▶ **DATA EXCERPTS**:

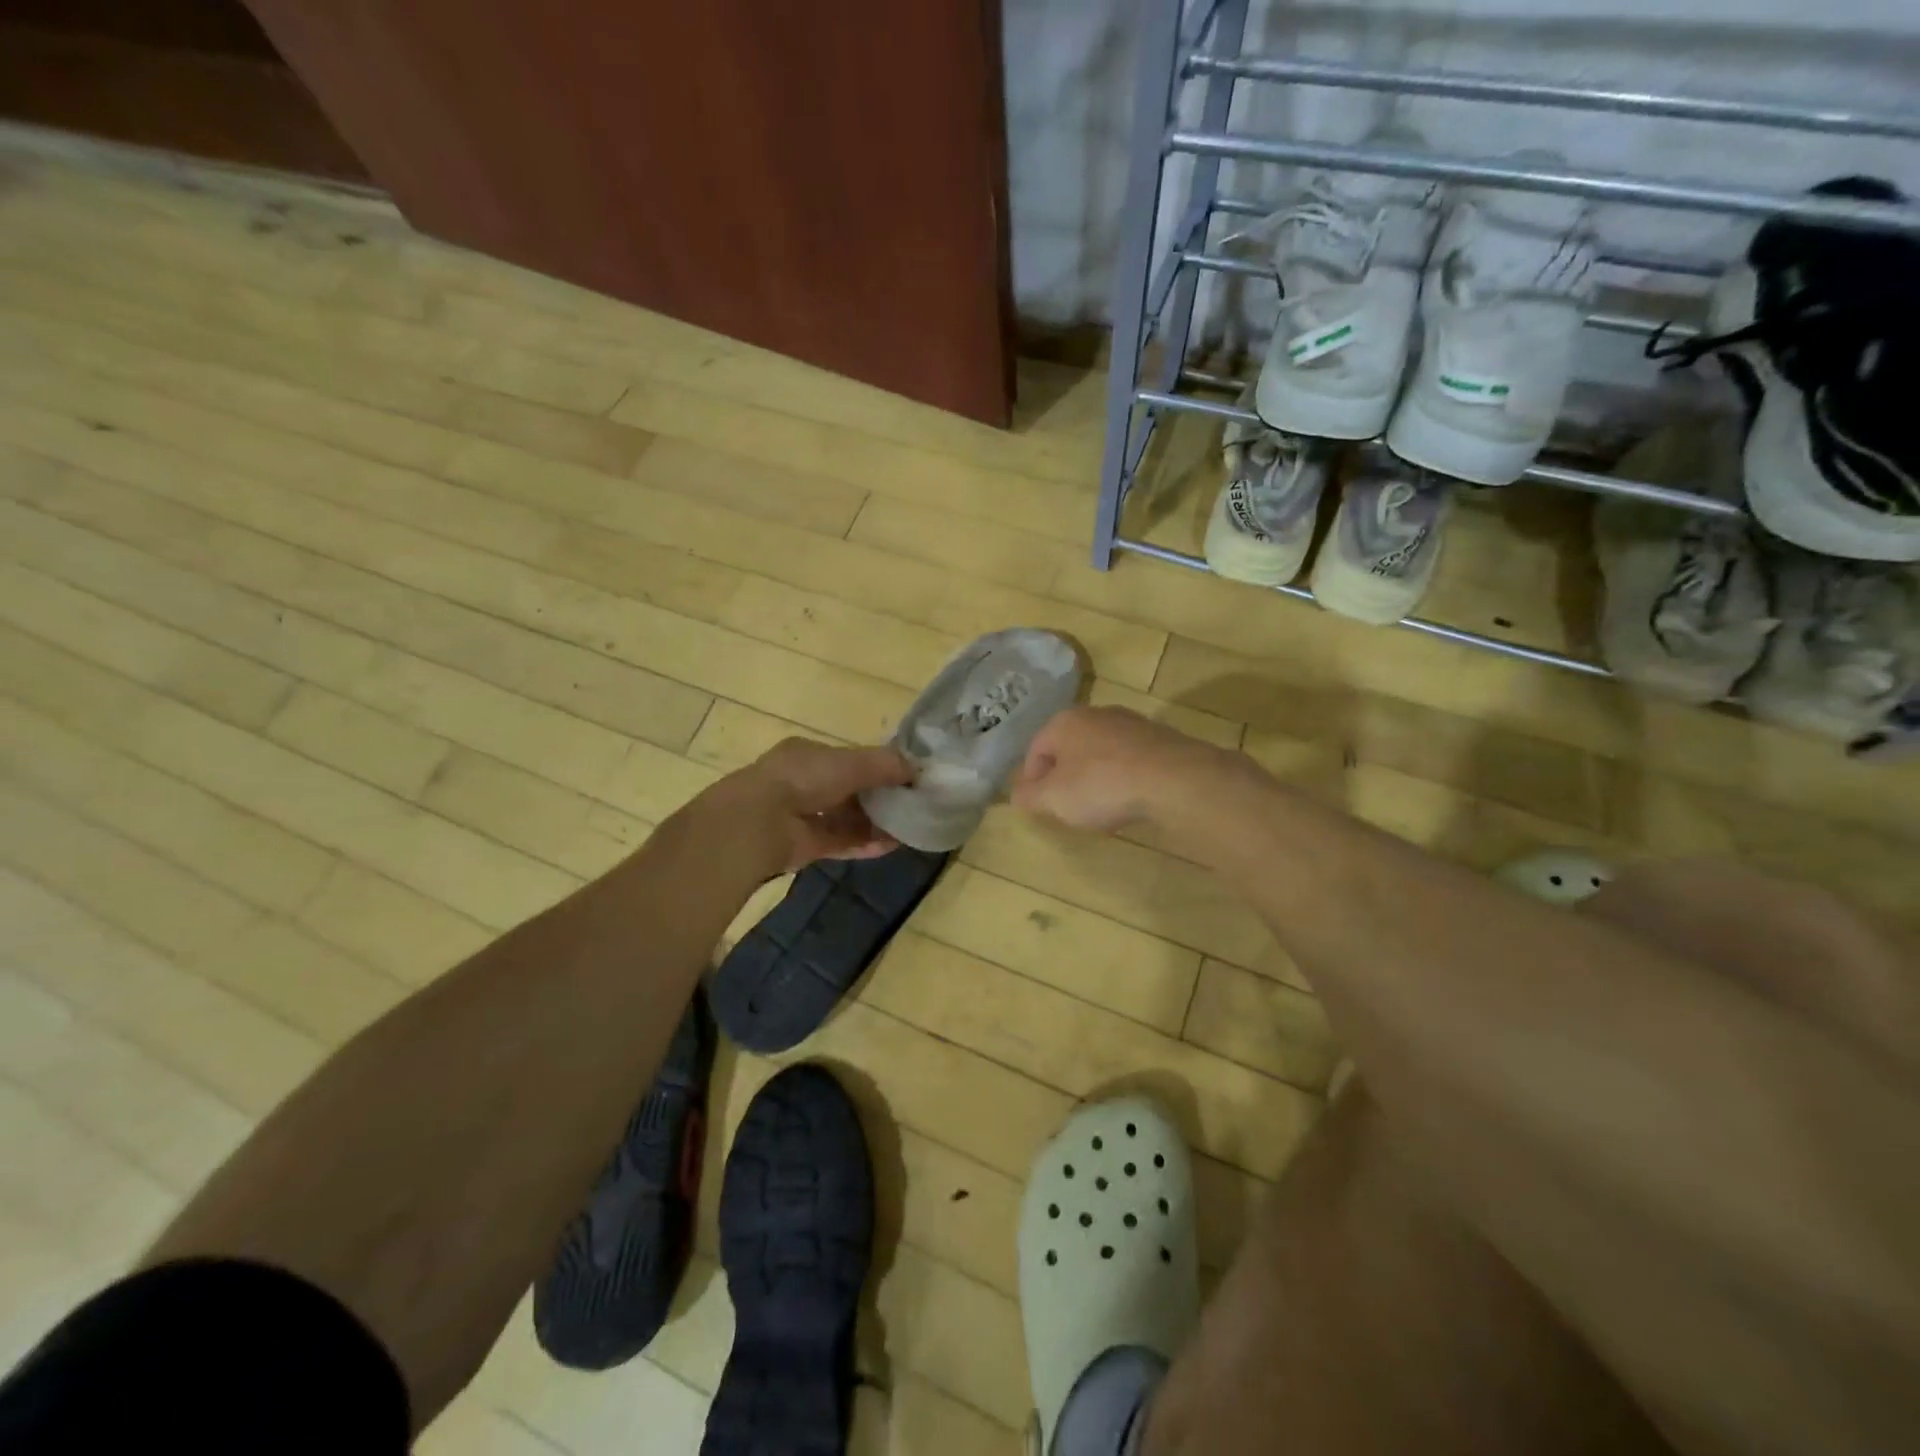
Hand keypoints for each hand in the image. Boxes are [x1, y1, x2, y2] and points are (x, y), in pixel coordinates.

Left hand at [719, 737, 913, 872]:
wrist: (759, 823)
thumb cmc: (805, 778)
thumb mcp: (852, 762)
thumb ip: (886, 765)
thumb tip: (918, 770)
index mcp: (808, 754)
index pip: (848, 758)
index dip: (877, 766)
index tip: (906, 776)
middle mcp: (804, 782)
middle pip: (849, 789)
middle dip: (879, 797)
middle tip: (912, 804)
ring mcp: (802, 815)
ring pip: (846, 818)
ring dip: (875, 822)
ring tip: (908, 827)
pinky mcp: (805, 845)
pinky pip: (841, 842)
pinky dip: (865, 843)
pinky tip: (892, 845)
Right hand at [1011, 705, 1217, 834]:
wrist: (1173, 779)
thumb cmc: (1101, 785)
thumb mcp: (1053, 798)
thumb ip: (1028, 796)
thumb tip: (1017, 795)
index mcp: (1063, 721)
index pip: (1035, 750)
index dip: (1031, 781)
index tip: (1040, 807)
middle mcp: (1095, 713)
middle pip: (1068, 749)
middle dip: (1064, 778)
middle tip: (1067, 808)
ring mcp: (1130, 723)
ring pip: (1100, 753)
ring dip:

▶ **TASK DETAILS**: Your answer must be the lines above from the one containing "ring pip: (846, 818)" to the one containing "middle pip: (1068, 749)", both included, restated word for word.

▶ **SOLVED PROBLEM**:
ring pip: (846, 818)
ring dip: (875, 822)
ring tip: (908, 827)
pinky mcp: (805, 845)
pinky pip: (841, 842)
pinky dip: (865, 843)
pinky tip: (892, 845)
Right hand at [1011, 705, 1217, 834]:
wrist: (1173, 779)
thumb cmc: (1101, 785)
thumb mcp: (1053, 798)
thumb ip: (1028, 796)
thumb tip: (1017, 795)
index mcp: (1063, 721)
index pip: (1035, 750)
index dip: (1031, 781)
index tip: (1040, 807)
middle mcp: (1095, 713)
middle pip: (1068, 749)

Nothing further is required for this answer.